Support organization of the U.S. Army Air Forces in Europe

The European Air Materiel Command was a support organization of the United States Army Air Forces.

==History==
After November 1942, the Ninth Air Force was established in Egypt to replace the U.S. Army Middle East Air Force. Major General Lewis H. Brereton assumed command, and established the IX Air Service Command, which joined the IX Bomber Command and the IX Fighter Command as the major subordinate headquarters. IX Air Service Command was changed to IX Air Force Service Command (IX AFSC) by an unnumbered Ninth Air Force Memorandum of 29 January 1944.

IX Air Force Service Command was more clearly patterned after its Eighth Air Force opposite number than any of the other Ninth Air Force commands. A number of officers and enlisted men had been brought to England from Egypt, but most of the key members of the headquarters came from the Eighth Air Force. General Miller, for most of the past year the commander of the VIII AFSC, took over the IX AFSC in October 1943 and brought with him members of his former staff. From the Tactical Air Depot Area came additional officers and men to round out a headquarters staff rich in experience. On 5 May, Brig. Gen. Myron R. Wood succeeded General Miller as commander of the IX AFSC. In mid-November, the service command headquarters moved into newly constructed quarters across from the Ascot race course, adjacent to the Ninth Air Force headquarters at Sunninghill Park.

The projected size of the Ninth Air Force and the scope of its operations clearly required a large and mobile service command. The service command, in turn, recognized early that its own size and wide-flung operations made decentralization of its organization desirable. Accordingly, borrowing from the experience of VIII AFSC, in October it set up a base air depot area (BADA) and an advanced air depot area (AADA) which were areas in terms of function rather than geography. The base air depot area was intended primarily for supply and aircraft assembly functions. For a time, BADA was located at Constitution Hill in the center of Sudbury, Suffolk. In November 1943 the IX Base Aircraft Assembly Depot at RAF Filton, under the command of the BADA, was established. Its three Mobile Repair and Reclaimation Squadrons initially were assembling aircraft (including Thunderbolts, Mustangs, and Lightnings) which were arriving at Avonmouth.

In December the command divided the advanced air depot area into a 1st and 2d AADA. This further decentralization of the command was purportedly in preparation for the move to the continent, where mobile warfare would require decentralized operations. In addition, the two headquarters could be, and were, of value in organizing and training the many service units formed in the United Kingdom by the IX AFSC.

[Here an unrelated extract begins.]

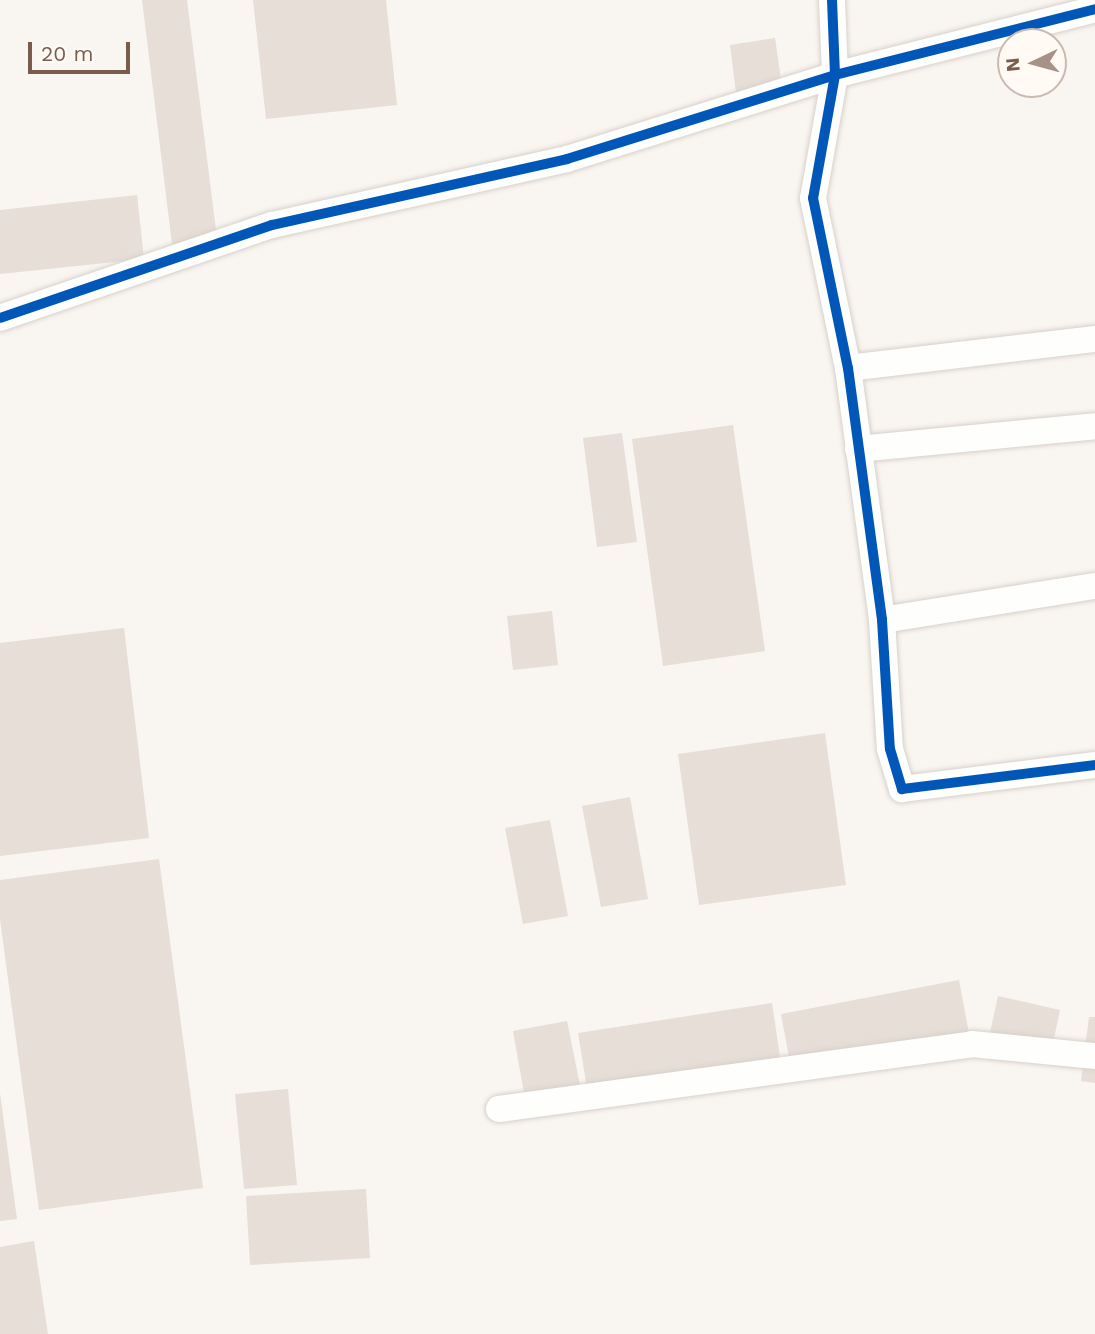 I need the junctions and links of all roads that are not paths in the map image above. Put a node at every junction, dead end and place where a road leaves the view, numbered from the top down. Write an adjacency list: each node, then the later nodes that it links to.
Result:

Beginning in August 1943, RAF Grove was used by the 3rd Tactical Air Depot of IX Air Service Command, repairing A-20 Havocs and P-61 Black Widows. Starting on 31 October, the 31st Transport Group, IX Air Service Command used the airfield with C-47 Skytrains with the mission of transporting cargo and personnel between IX Air Force airfields in the UK. The 31st TG consisted of the 87th, 313th and 314th Transport Squadrons.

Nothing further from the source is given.